Princess Olga meets the body of her husband. A sketch by Vasily Surikov.

After Igor's death in 945, Olga ruled Kievan Rus as regent on behalf of their son Svyatoslav.[10] Little is known about Olga’s tenure as ruler of Kiev, but the Primary Chronicle does give an account of her ascension to the throne and her bloody revenge on the Drevlians for the murder of her husband as well as some insight into her role as civil leader of the Kievan people.

Drevlian Uprising[edit]

Romanov Imperial icon created in 1895 of St. Olga. Silver, gold, color enamel, tempera. Collection V.Logvinenko

After Igor’s death at the hands of the Drevlians, Olga assumed the throne because her three-year-old son Svyatoslav was too young to rule. The Drevlians, emboldened by their success in ambushing and killing the king, sent a messenger to Olga proposing that she marry his murderer, Prince Mal. Twenty Drevlian negotiators boated to Kiev to pass along their king’s message and to ensure Olga’s compliance. They arrived in her court and told the queen why they were in Kiev: “to report that they had slain her husband...and that Olga should come and marry their Prince Mal.”[11] Olga responded:

Your proposal is pleasing to me’ indeed, my husband cannot rise again from the dead. But I desire to honor you tomorrow in the presence of my people. Return now to your boat, and remain there with an aspect of arrogance. I shall send for you on the morrow, and you shall say, ‘We will not ride on horses nor go on foot’ carry us in our boat.’ And you shall be carried in your boat.[11]

When the Drevlians returned the next day, they waited outside Olga’s court to receive the honor she had promised. When they repeated the words she had told them to say, the people of Kiev rose up, carrying the Drevlians in their boat. The ambassadors believed this was a great honor, as if they were being carried by palanquin. The people brought them into the court where they were dropped into the trench Olga had ordered dug the day before and buried alive.

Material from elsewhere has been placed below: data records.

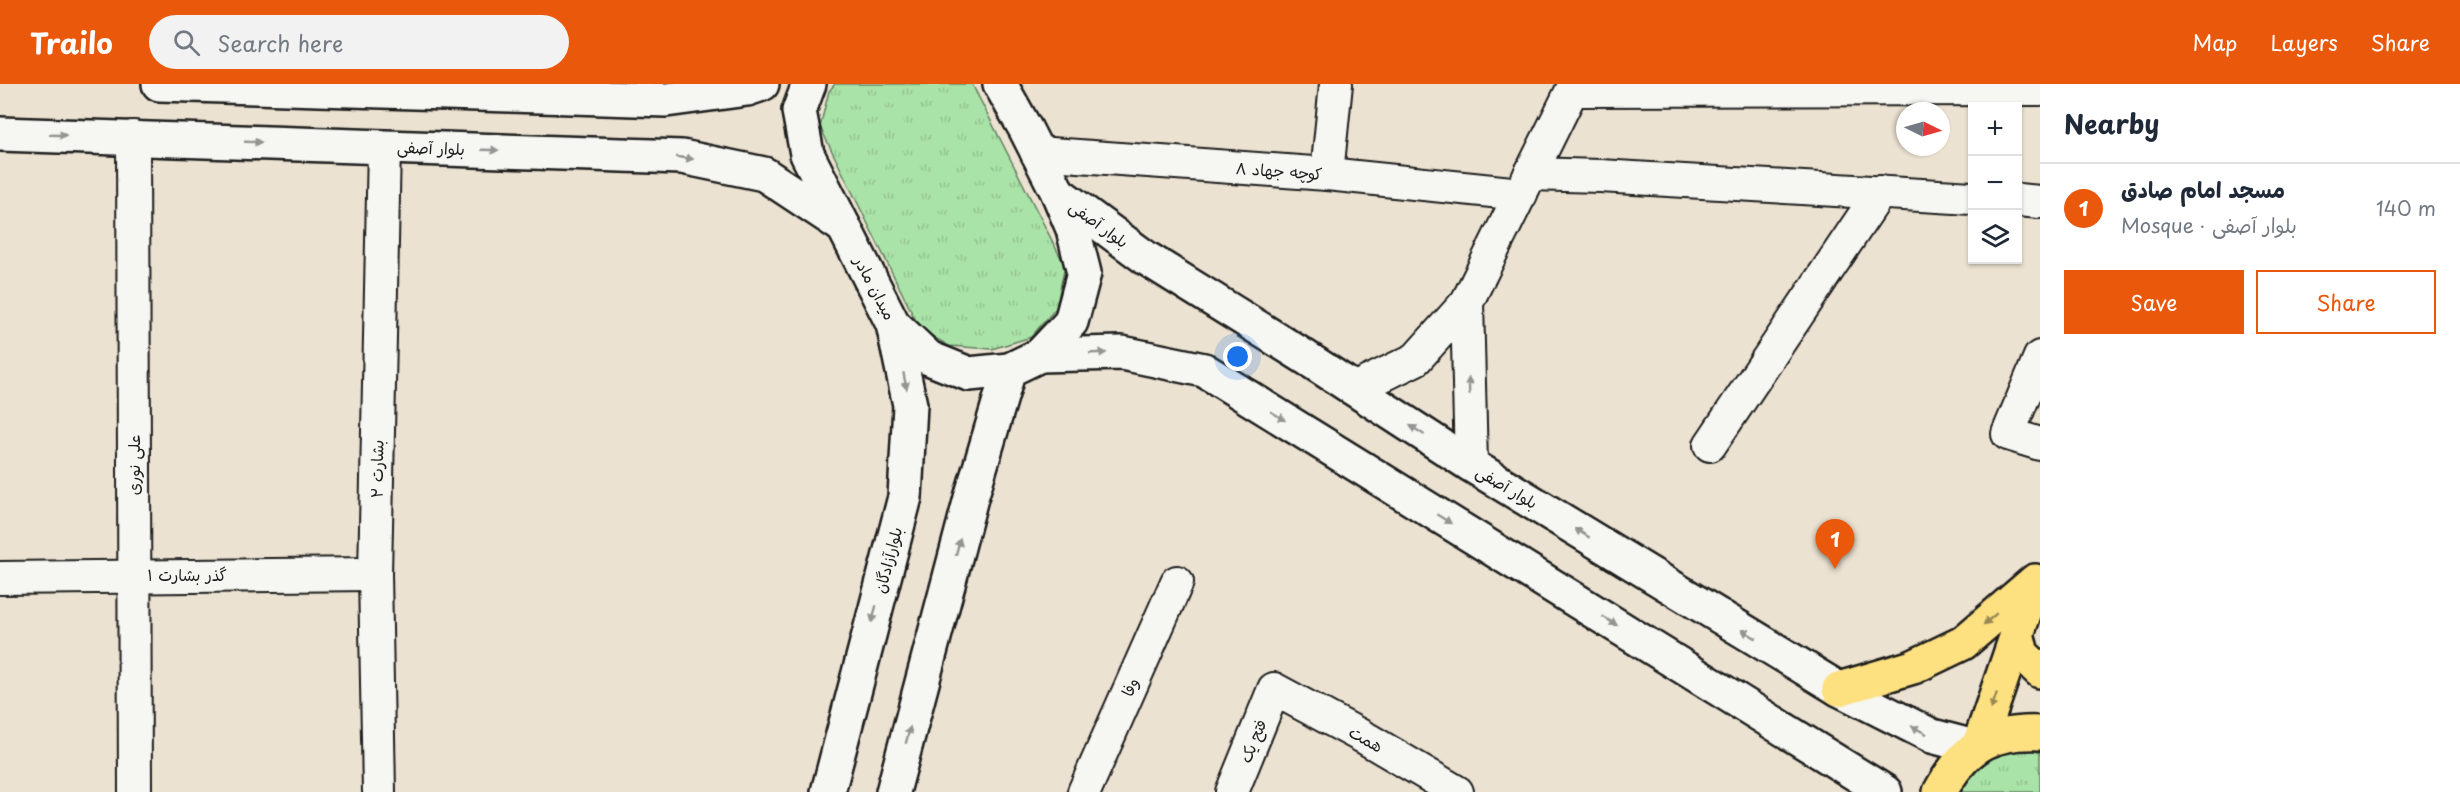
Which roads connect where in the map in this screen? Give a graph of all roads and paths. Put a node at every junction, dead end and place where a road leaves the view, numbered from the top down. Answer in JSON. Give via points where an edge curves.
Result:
{"nodes":[{"id":1,"x":159,"y":84,"type":"edge"},
{"id":2,"x":762,"y":84,"type":"edge"},
{"id":3,"x":809,"y":84,"type":"edge"},
{"id":4,"x":1000,"y":84,"type":"edge"},
{"id":5,"x":1018,"y":84,"type":"edge"},
{"id":6,"x":1336,"y":84,"type":"edge"},
{"id":7,"x":260,"y":85,"type":"edge"},
{"id":8,"x":1574,"y":87,"type":"edge"},
{"id":9,"x":2040,"y":89,"type":"edge"},
{"id":10,"x":500,"y":90,"type":"edge"},
{"id":11,"x":0,"y":134,"type":"edge"},
{"id":12,"x":133,"y":137,"type":"junction"},
{"id":13,"x":1032,"y":142,"type":"junction"},
{"id":14,"x":384,"y":147,"type":"junction"},
{"id":15,"x":1327,"y":174,"type":"junction"},
{"id":16,"x":1526,"y":184,"type":"junction"},
{"id":17,"x":1880,"y":192,"type":"junction"},
{"id":18,"x":1058,"y":194,"type":"junction"},
{"id":19,"x":1968,"y":198,"type":"edge"},
{"id":20,"x":2022,"y":200,"type":"edge"},
{"id":21,"x":2040,"y":202,"type":"edge"},
{"id":22,"x":844,"y":228,"type":"junction"},
{"id":23,"x":1467,"y":302,"type":"junction"},
{"id":24,"x":893,"y":324,"type":"junction"},
{"id":25,"x":1040,"y":355,"type":"junction"},
{"id":26,"x":2040,"y":357,"type":"edge"},
{"id":27,"x":1009,"y":370,"type":"junction"},
{"id":28,"x":1354,"y":390,"type":"junction"},
{"id":29,"x":2040,"y":444,"type":"edge"},
{"id":30,"x":1710,"y":445,"type":"dead end"},
{"id":31,"x":1471,"y":465,"type":"junction"},
{"id":32,"x":375,"y":574,"type":"junction"},
{"id":33,"x":2037,"y":574,"type":"edge"},
{"id":34,"x":134,"y":575,"type":"junction"},
{"id":35,"x":0,"y":578,"type":"edge"},
{"id":36,"x":1177,"y":582,"type":"dead end"},
{"id":37,"x":2017,"y":633,"type":"junction"},
{"id":38,"x":2040,"y":671,"type":"edge"},
{"id":39,"x":1839,"y":688,"type":"junction"},
{"id":40,"x":1274,"y":689,"type":"joint"},
{"id":41,"x":2040,"y":732,"type":"edge"},
{"id":42,"x":1977,"y":746,"type":"junction"},
{"id":43,"x":135,"y":792,"type":"edge"},
{"id":44,"x":379,"y":792,"type":"edge"},
{"id":45,"x":828,"y":792,"type":"edge"},
{"id":46,"x":893,"y":792,"type":"edge"},
{"id":47,"x":1084,"y":792,"type":"edge"},
{"id":48,"x":1232,"y":792,"type":"edge"},
{"id":49,"x":1457,"y":792,"type":"edge"},
{"id":50,"x":1885,"y":792,"type":"edge"},
{"id":51,"x":1940,"y":792,"type":"edge"}],
"edges":[{"from":1,"to":7,"type":"main road"},
{"from":2,"to":10,"type":"main road","via":[[666,100]]},
{"from":3,"to":22,"type":"main road","name":"میدان مادر","via":[[799,111],[807,154]]},
{"from":4,"to":13,"type":"main road","name":"میدان مادر"},
{"from":5,"to":13,"type":"main road"},
{"from":6,"to":15,"type":"street"},
{"from":7,"to":10,"type":"main road"},
{"from":8,"to":9,"type":"street"},
{"from":8,"to":16,"type":"street"},
{"from":11,"to":12,"type":"main road","name":"بلوار آصفی","one_way":true},
{"from":12,"to":14,"type":"main road","name":"بلوار آصفی","one_way":true},
{"from":12,"to":34,"type":"street","name":"علی نوری"},
{"from":13,"to":15,"type":"street","name":"کوچه جهاد ۸"},
{"from":13,"to":18,"type":"main road","name":"میدان مادر"},
{"from":14,"to":22,"type":"main road","name":"بلوار آصفی","one_way":true,"via":[[682,157],[764,174]]},
{"from":14,"to":32,"type":"street","name":"بشارت ۲"},
{"from":15,"to":16,"type":"street","name":"کوچه جهاد ۸"},
{"from":16,"to":17,"type":"street","name":"کوچه جهاد ۸","via":[[1600,176]]},
{"from":16,"to":23,"type":"street"},
{"from":17,"to":19,"type":"street","name":"کوچه جهاد ۸"},
{"from":17,"to":30,"type":"street"},
{"from":18,"to":25,"type":"main road","name":"میدان مادر","via":[[1073,229],[1084,273],[1071,322]]},
{"from":18,"to":28,"type":"main road","name":"بلوار آصفی","via":[[1146,258]]},
{"from":20,"to":21,"type":"street"},
{"from":22,"to":24,"type":"main road","name":"میدان مادر"},
{"from":23,"to":28,"type":"street","via":[[1416,359]]},
{"from":31,"to":23,"type":"street","one_way":true},
{"from":24,"to":27,"type":"main road","name":"میدان مادر","via":[[929,358],[969,374]]},
{"from":24,"to":45,"type":"main road","name":"بلوارآزادگان","one_way":true,"via":[[910,405],[905,497]]},
{"from":25,"to":27,"type":"main road","name":"میدان مادر"},
{"from":25,"to":50,"type":"main road","one_way":true,"via":[[1122,353],[1204,370]]},
{"from":26,"to":29,"type":"street","via":[[2007,434]]},
{"from":46,"to":27,"type":"main road","one_way":true},
{"from":31,"to":28,"type":"main road","name":"بلوار آصفی","one_way":true},
{"from":39,"to":31,"type":"main road","name":"بلوار آصفی","one_way":true},
{"from":32,"to":34,"type":"street","name":"گذر بشارت ۱"},
{"from":32,"to":44,"type":"street","name":"بشارت ۲"},
{"from":33,"to":37,"type":"highway"},
{"from":33,"to":39,"type":"highway","one_way":true,"via":[[1963,643],[1913,667]]},
{"from":34,"to":35,"type":"street","name":"گذر بشارت ۱"},
{"from":34,"to":43,"type":"street","name":"علی نوری"},
{"from":36,"to":47,"type":"street","name":"وفا"},
{"from":37,"to":38,"type":"highway","via":[[2022,654]]},
{"from":37,"to":42,"type":"highway","one_way":true},
{"from":42,"to":39,"type":"main road","name":"بلوار آصفی","one_way":true,"via":[[1932,736]]},
{"from":40,"to":48,"type":"street","name":"فتح یک"},
{"from":40,"to":49,"type":"street","name":"همت"},
{"from":41,"to":42,"type":"highway","via":[[2008,733]]},
{"from":42,"to":51,"type":"highway","via":[[1953,768]]}]}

It is written that Olga bent down to watch them as they were buried and “inquired whether they found the honor to their taste.”[11]

Olga then sent a message to the Drevlians that they should send “their distinguished men to her in Kiev, so that she might go to their Prince with due honor.”[11] The Drevlians, unaware of the fate of the first diplomatic party, gathered another party of men to send “the best men who governed the land of Dereva.”[11] When they arrived, Olga commanded her people to draw them a bath and invited the men to appear before her after they had bathed. When the Drevlians entered the bathhouse, Olga had it set on fire from the doors, so that all the Drevlians within burned to death.[11]

Olga sent another message to the Drevlians, this time ordering them to “prepare great quantities of mead in the city where you killed my husband, that I may weep over his grave and hold a funeral feast for him.”[11] When Olga and a small group of attendants arrived at Igor’s tomb, she did indeed weep and hold a funeral feast. The Drevlians sat down to join them and began to drink heavily. When the Drevlians were drunk, she ordered her followers to kill them, “and went about herself egging on her retinue to the massacre of the Drevlians.”[11] According to the Primary Chronicle, five thousand Drevlians were killed on this night, but Olga returned to Kiev to prepare an army to finish off the survivors.

The initial conflict between the armies of the two nations went very well for the forces of Kievan Rus’, who won the battle handily and drove the survivors back into their cities. Olga then led her army to Iskorosten (what is today Korosten), the city where her husband had been slain, and laid siege to the city. The siege lasted for a year without success, when Olga thought of a plan to trick the Drevlians. She sent them a message: “Why do you persist in holding out? All your cities have surrendered to me and submitted to tribute, so that the inhabitants now cultivate their fields and their lands in peace. But you had rather tide of hunger, without submitting to tribute.”[12] The Drevlians responded that they would submit to tribute, but that they were afraid she was still intent on avenging her husband. Olga answered that the murder of the messengers sent to Kiev, as well as the events of the feast night, had been enough for her. She then asked them for a small request: “Give me three pigeons...and three sparrows from each house.”[12] The Drevlians rejoiced at the prospect of the siege ending for so small a price, and did as she asked.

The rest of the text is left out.